____ Data to examine

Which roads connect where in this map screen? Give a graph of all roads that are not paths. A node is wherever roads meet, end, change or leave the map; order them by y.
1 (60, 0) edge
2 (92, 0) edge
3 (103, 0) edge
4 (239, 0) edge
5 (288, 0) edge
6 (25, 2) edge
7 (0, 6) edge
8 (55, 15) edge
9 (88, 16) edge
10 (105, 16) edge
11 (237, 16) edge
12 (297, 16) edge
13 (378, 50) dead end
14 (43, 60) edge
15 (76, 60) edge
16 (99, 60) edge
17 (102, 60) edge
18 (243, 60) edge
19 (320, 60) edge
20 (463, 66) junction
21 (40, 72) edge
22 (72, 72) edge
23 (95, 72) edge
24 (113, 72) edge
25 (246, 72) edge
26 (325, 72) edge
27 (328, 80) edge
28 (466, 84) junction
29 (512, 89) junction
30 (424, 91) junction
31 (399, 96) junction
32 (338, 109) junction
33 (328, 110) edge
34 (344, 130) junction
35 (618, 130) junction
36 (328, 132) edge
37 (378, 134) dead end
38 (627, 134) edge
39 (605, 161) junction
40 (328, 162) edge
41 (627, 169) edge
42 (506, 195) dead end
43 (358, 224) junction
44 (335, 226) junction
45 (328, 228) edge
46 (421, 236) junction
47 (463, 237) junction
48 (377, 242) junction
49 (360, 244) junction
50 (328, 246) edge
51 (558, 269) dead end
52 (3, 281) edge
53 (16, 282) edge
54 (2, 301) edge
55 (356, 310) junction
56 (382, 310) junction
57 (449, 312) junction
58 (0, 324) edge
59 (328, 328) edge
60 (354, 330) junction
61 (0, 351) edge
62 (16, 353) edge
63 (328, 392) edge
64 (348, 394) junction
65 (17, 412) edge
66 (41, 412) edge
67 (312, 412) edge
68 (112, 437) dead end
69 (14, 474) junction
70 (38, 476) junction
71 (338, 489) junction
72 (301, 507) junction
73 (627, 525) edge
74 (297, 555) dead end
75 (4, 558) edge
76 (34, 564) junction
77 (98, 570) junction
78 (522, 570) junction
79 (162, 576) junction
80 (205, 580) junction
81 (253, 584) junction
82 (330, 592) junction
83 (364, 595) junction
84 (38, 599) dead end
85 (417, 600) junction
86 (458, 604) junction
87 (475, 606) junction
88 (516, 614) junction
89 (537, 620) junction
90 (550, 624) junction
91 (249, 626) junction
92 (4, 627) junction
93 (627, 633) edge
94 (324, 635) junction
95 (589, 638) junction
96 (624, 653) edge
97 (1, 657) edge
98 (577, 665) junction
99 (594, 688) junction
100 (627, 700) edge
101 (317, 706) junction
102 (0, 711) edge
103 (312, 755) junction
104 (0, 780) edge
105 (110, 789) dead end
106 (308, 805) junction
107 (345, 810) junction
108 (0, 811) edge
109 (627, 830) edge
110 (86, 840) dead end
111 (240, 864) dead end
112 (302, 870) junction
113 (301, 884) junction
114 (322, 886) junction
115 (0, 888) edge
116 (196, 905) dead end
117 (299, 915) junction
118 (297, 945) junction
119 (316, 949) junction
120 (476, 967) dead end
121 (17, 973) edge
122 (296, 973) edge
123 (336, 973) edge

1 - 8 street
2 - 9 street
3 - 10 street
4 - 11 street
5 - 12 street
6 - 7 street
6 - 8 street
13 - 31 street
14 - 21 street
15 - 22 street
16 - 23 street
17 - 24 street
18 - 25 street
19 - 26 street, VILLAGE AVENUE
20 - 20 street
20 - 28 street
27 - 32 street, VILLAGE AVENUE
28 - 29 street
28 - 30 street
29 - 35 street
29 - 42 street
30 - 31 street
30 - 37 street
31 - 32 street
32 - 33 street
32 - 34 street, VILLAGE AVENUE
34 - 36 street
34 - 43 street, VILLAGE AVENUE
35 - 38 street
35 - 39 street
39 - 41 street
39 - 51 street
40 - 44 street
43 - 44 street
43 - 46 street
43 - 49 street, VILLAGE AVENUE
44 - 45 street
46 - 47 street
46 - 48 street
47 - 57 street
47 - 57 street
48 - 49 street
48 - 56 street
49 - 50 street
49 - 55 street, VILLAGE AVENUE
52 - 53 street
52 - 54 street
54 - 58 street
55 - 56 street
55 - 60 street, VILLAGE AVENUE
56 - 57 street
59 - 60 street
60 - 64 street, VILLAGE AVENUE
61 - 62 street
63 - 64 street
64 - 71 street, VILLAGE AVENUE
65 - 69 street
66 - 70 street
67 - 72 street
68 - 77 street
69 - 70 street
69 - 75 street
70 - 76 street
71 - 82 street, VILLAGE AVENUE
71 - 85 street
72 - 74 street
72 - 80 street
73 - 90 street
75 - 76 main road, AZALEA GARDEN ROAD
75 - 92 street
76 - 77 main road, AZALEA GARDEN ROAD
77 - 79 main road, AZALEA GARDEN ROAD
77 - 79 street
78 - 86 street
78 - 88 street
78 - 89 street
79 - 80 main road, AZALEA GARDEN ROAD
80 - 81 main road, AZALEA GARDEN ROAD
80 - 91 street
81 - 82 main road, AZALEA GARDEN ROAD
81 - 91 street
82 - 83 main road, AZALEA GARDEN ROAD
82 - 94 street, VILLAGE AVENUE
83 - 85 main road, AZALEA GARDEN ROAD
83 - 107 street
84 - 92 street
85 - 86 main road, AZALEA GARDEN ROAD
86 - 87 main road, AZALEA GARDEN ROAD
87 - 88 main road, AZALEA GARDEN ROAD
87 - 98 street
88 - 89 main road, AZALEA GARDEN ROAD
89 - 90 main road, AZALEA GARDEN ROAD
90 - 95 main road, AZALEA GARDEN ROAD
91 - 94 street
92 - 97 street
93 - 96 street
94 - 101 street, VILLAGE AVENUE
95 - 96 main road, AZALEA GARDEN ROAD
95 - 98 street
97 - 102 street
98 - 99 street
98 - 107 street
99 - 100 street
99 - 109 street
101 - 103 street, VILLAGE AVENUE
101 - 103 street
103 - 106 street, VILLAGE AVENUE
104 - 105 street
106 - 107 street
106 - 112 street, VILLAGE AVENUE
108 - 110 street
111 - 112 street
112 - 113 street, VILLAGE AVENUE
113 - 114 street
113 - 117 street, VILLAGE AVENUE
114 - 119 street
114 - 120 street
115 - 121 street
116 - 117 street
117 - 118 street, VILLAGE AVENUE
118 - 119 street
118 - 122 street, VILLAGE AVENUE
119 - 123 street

________

**Exercise goal:**
Retype every line of the material exactly as given.

**Result:**
Which roads connect where in this map screen? Give a graph of all roads that are not paths. A node is wherever roads meet, end, change or leave the map; order them by y.
1 (60, 0) edge
2 (92, 0) edge
3 (103, 0) edge
4 (239, 0) edge
5 (288, 0) edge
6 (25, 2) edge
7 (0, 6) edge
8 (55, 15) edge
9 (88, 16) edge
10 (105, 16) edge
11 (237, 16) edge
12 (297, 16) edge
13 (378, 50) dead end
14 (43, 60) edge
15 (76, 60) edge
16 (99, 60) edge
17 (102, 60) edge
18 (243, 60) edge
19 (320, 60) edge
20 (463, 66) junction
21 (40, 72) edge
22 (72, 72) edge
23 (95, 72) edge
24 (113, 72) edge
25 (246, 72) edge
26 (325, 72) edge
27 (328, 80) edge
28 (466, 84) junction
29 (512, 89) junction
30 (424, 91) junction
31 (399, 96) junction
32 (338, 109) junction
33 (328, 110) edge
34 (344, 130) junction
35 (618, 130) junction
36 (328, 132) edge
37 (378, 134) dead end
38 (627, 134) edge
39 (605, 161) junction
40 (328, 162) edge
41 (627, 169) edge
42 (506, 195) dead end
43 (358, 224) junction
44 (335, 226) junction
45 (328, 228) edge
46 (421, 236) junction
47 (463, 237) junction
48 (377, 242) junction
49 (360, 244) junction
50 (328, 246) edge
51 (558, 269) dead end
52 (3, 281) edge
53 (16, 282) edge
54 (2, 301) edge
55 (356, 310) junction
56 (382, 310) junction
57 (449, 312) junction
58 (0, 324) edge
59 (328, 328) edge
60 (354, 330) junction
61 (0, 351) edge
62 (16, 353) edge
63 (328, 392) edge
64 (348, 394) junction
65 (17, 412) edge
66 (41, 412) edge
67 (312, 412) edge
68 (112, 437) dead end
69 (14, 474) junction
70 (38, 476) junction
71 (338, 489) junction
72 (301, 507) junction
73 (627, 525) edge
74 (297, 555) dead end
75 (4, 558) edge
76 (34, 564) junction
77 (98, 570) junction
78 (522, 570) junction
79 (162, 576) junction
80 (205, 580) junction
81 (253, 584) junction
82 (330, 592) junction
83 (364, 595) junction
84 (38, 599) dead end
85 (417, 600) junction
86 (458, 604) junction
87 (475, 606) junction
88 (516, 614) junction
89 (537, 620) junction
90 (550, 624) junction
91 (249, 626) junction
92 (4, 627) junction
93 (627, 633) edge
94 (324, 635) junction
95 (589, 638) junction
96 (624, 653) edge
97 (1, 657) edge
98 (577, 665) junction
99 (594, 688) junction
100 (627, 700) edge
101 (317, 706) junction
102 (0, 711) edge
103 (312, 755) junction
104 (0, 780) edge
105 (110, 789) dead end
106 (308, 805) junction
107 (345, 810) junction
108 (0, 811) edge
109 (627, 830) edge
110 (86, 840) dead end
111 (240, 864) dead end
112 (302, 870) junction
113 (301, 884) junction
114 (322, 886) junction
115 (0, 888) edge
116 (196, 905) dead end
117 (299, 915) junction
118 (297, 945) junction
119 (316, 949) junction
120 (476, 967) dead end
121 (17, 973) edge
122 (296, 973) edge
123 (336, 973) edge

1 - 8 street
2 - 9 street
3 - 10 street
4 - 11 street
5 - 12 street
6 - 7 street
6 - 8 street
13 - 31 street
14 - 21 street
15 - 22 street
16 - 23 street
17 - 24 street
18 - 25 street
19 - 26 street, VILLAGE AVENUE
20 - 20 street
20 - 28 street
27 - 32 street, VILLAGE AVENUE
28 - 29 street
28 - 30 street
29 - 35 street
29 - 42 street
30 - 31 street
30 - 37 street
31 - 32 street
32 - 33 street
32 - 34 street, VILLAGE AVENUE
34 - 36 street
34 - 43 street, VILLAGE AVENUE
35 - 38 street
35 - 39 street
39 - 41 street
39 - 51 street
40 - 44 street
43 - 44 street
43 - 46 street
43 - 49 street, VILLAGE AVENUE
44 - 45 street
46 - 47 street
46 - 48 street
47 - 57 street
47 - 57 street
48 - 49 street
48 - 56 street
49 - 50 street
49 - 55 street, VILLAGE AVENUE
52 - 53 street
52 - 54 street
54 - 58 street
55 - 56 street
55 - 60 street, VILLAGE AVENUE
56 - 57 street
59 - 60 street
60 - 64 street, VILLAGE AVENUE
61 - 62 street
63 - 64 street
64 - 71 street, VILLAGE AVENUE
65 - 69 street
66 - 70 street
67 - 72 street
68 - 77 street
69 - 70 street
69 - 75 street
70 - 76 street
71 - 82 street, VILLAGE AVENUE
71 - 85 street
72 - 74 street
72 - 80 street
73 - 90 street
75 - 76 main road, AZALEA GARDEN ROAD
75 - 92 street
76 - 77 main road, AZALEA GARDEN ROAD
77 - 79 main road, AZALEA GARDEN ROAD
77 - 79 street
78 - 86 street
78 - 88 street
78 - 89 street
79 - 80 main road, AZALEA GARDEN ROAD
80 - 81 main road, AZALEA GARDEN ROAD
80 - 91 street
81 - 82 main road, AZALEA GARDEN ROAD
81 - 91 street
82 - 83 main road, AZALEA GARDEN ROAD
82 - 94 street, VILLAGE AVENUE
83 - 85 main road, AZALEA GARDEN ROAD
83 - 107 street
84 - 92 street
85 - 86 main road, AZALEA GARDEN ROAD
86 - 87 main road, AZALEA GARDEN ROAD
87 - 88 main road, AZALEA GARDEN ROAD
87 - 98 street
88 - 89 main road, AZALEA GARDEN ROAD
89 - 90 main road, AZALEA GARDEN ROAD
90 - 95 main road, AZALEA GARDEN ROAD
91 - 94 street
92 - 97 street
93 - 96 street
94 - 101 street, VILLAGE AVENUE
95 - 96 main road, AZALEA GARDEN ROAD
95 - 98 street
97 - 102 street
98 - 99 street
98 - 107 street
99 - 100 street
99 - 109 street
101 - 103 street, VILLAGE AVENUE
101 - 103 street
103 - 106 street, VILLAGE AVENUE
104 - 105 street
106 - 107 street
106 - 112 street, VILLAGE AVENUE
108 - 110 street
111 - 112 street
112 - 113 street, VILLAGE AVENUE
113 - 114 street
113 - 117 street, VILLAGE AVENUE
114 - 119 street
114 - 120 street
115 - 121 street
116 - 117 street
117 - 118 street, VILLAGE AVENUE
118 - 119 street
118 - 122 street, VILLAGE AVENUE
119 - 123 street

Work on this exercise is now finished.